What Works with Teens – Britt H. Rathbone & Jude B. Baron
At one point in our lives, we were all or we will all become teenagers. Adolescents are in desperate need not only for adult mentors, but leaders who care about them and want to see them grow in positive and healthy ways. This book, What Works with Teens focuses on a variety of different attributes that are needed from others to work with teenagers in an effective way. Some of those characteristics include respect, authenticity, predicability, acceptance, and kindness. As someone who has worked with teens for many years, and hope to work with them for many years to come in a volunteer capacity as well as in a professional environment, I highly recommend reading this book.
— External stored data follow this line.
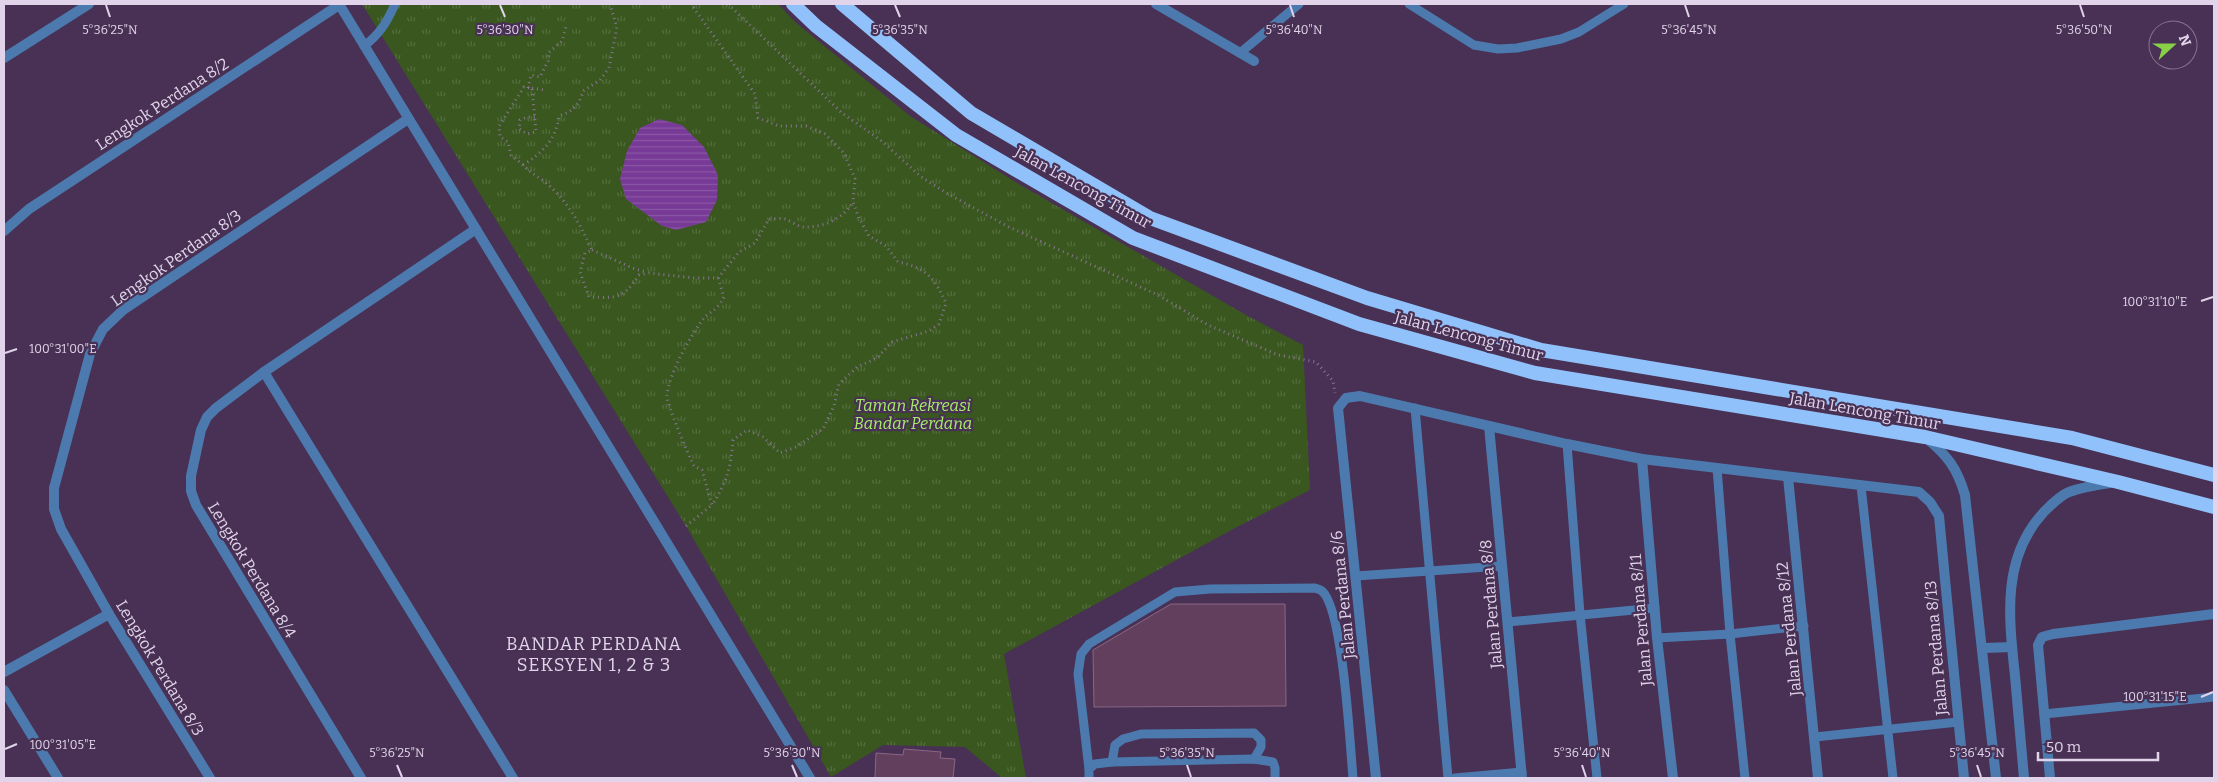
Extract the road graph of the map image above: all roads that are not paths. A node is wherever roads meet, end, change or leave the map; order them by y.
1 (89, 4) edge
2 (339, 4) edge
3 (395, 4) edge
4 (793, 4) edge
5 (842, 4) edge
6 (1156, 4) edge
7 (1299, 4) edge
8 (1409, 4) edge
9 (1624, 4) edge
10 (364, 46) junction
11 (1240, 53) junction
12 (4, 58) edge
13 (1254, 61) dead end
14 (408, 119) junction
15 (476, 229) junction
16 (4, 231) edge
17 (264, 372) junction
18 (1414, 408) junction
19 (1489, 426) junction
20 (1925, 437) junction
21 (1567, 444) junction
22 (1642, 459) junction
23 (1717, 468) junction
24 (2214, 475) edge
25 (1788, 477) junction
26 (2118, 482) junction
27 (1861, 486) junction
28 (2214, 507) edge
29 (1502, 566) junction
30 (1428, 570) junction
31 (1356, 576) junction
32 (1655, 608) junction
33 (109, 614) junction
34 (1580, 614) junction
35 (2214, 614) edge
36 (1508, 622) junction
37 (1804, 626) junction
38 (1730, 634) junction
39 (1657, 638) junction
40 (2012, 647) junction
41 (1984, 648) junction
42 (4, 672) edge
43 (4, 690) edge
44 (2214, 697) edge
45 (2044, 714) junction
46 (1958, 722) junction
47 (1888, 730) junction
48 (1815, 737) junction
49 (1254, 759) junction
50 (1112, 762) junction
51 (1089, 773) edge
52 (1522, 775) edge
53 (58, 778) edge
54 (210, 778) edge
55 (359, 778) edge
56 (513, 778) edge
57 (810, 778) edge
58 (1275, 778) edge
59 (1353, 778) edge
60 (1376, 778) edge
61 (1448, 778) edge
62 (1455, 778) edge
63 (1597, 778) edge
64 (1672, 778) edge
65 (1745, 778) edge
66 (1818, 778) edge
67 (1893, 778) edge
68 (1964, 778) edge
69 (1996, 778) edge
70 (2024, 778) edge
71 (2050, 778) edge

1 - 12 street
2 - 10 street
2 - 16 street, Lengkok Perdana 8/2
3 - 10 lane
4 - 20 highway, Jalan Lencong Timur
5 - 24 highway, Jalan Lencong Timur
6 - 11 street
7 - 11 lane
8 - 9 lane
10 - 14 street
11 - 13 street
14 - 15 street
14 - 33 street, Lengkok Perdana 8/3
15 - 17 street, Lengkok Perdana 8/4
15 - 57 street
17 - 55 street, Lengkok Perdana 8/4
17 - 56 street
18 - 19 street
18 - 30 lane
18 - 31 street, Jalan Perdana 8/6
19 - 21 street
19 - 29 street, Jalan Perdana 8/8
20 - 26 highway, Jalan Lencong Timur
20 - 41 street
21 - 22 street
21 - 34 lane
22 - 23 street
22 - 32 street, Jalan Perdana 8/11
23 - 25 street
23 - 38 lane
25 - 27 street
25 - 37 street, Jalan Perdana 8/12
26 - 28 highway, Jalan Lencong Timur
26 - 40 street
27 - 46 street, Jalan Perdana 8/13
27 - 47 lane
29 - 30 lane
29 - 36 street, Jalan Perdana 8/8
30 - 31 lane
30 - 61 lane
31 - 60 street, Jalan Perdana 8/6
32 - 34 lane
32 - 39 street, Jalan Perdana 8/11
33 - 42 street
33 - 54 street, Lengkok Perdana 8/3
34 - 36 lane
34 - 63 lane
35 - 45 street
36 - 52 street, Jalan Perdana 8/8
37 - 38 lane
37 - 48 street, Jalan Perdana 8/12
38 - 39 lane
38 - 65 lane
39 - 64 street, Jalan Perdana 8/11
40 - 41 street
40 - 70 street
41 - 69 street
43 - 53 street
44 - 45 lane
45 - 71 street
46 - 47 lane
46 - 68 street, Jalan Perdana 8/13
47 - 48 lane
47 - 67 lane
48 - 66 street, Jalan Perdana 8/12
49 - 50 lane
49 - 50 lane
49 - 58 lane
50 - 51 lane
51 - 59 lane
52 - 62 lane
Anne Frank: The Diary of a Young Girl – Anne Frank
Earth shattering, heart breaking, and the inevitability of the darkness that consumes this world is illustrated in Anne Frank’s diary. This book was one that I had to read as part of a human development course that I took, as it demonstrated the importance of development within the pre-teen and teenage years. The impact of trauma on a young individual’s brain can be so severe and traumatizing that it is extremely hard to heal from. Anne Frank’s story is soaked with trauma and experiences that many of us will never face, yet, she gives us a glimmer of hope throughout her writings in that despite what is going on around us in the moment, we can look for that future light in what is to come.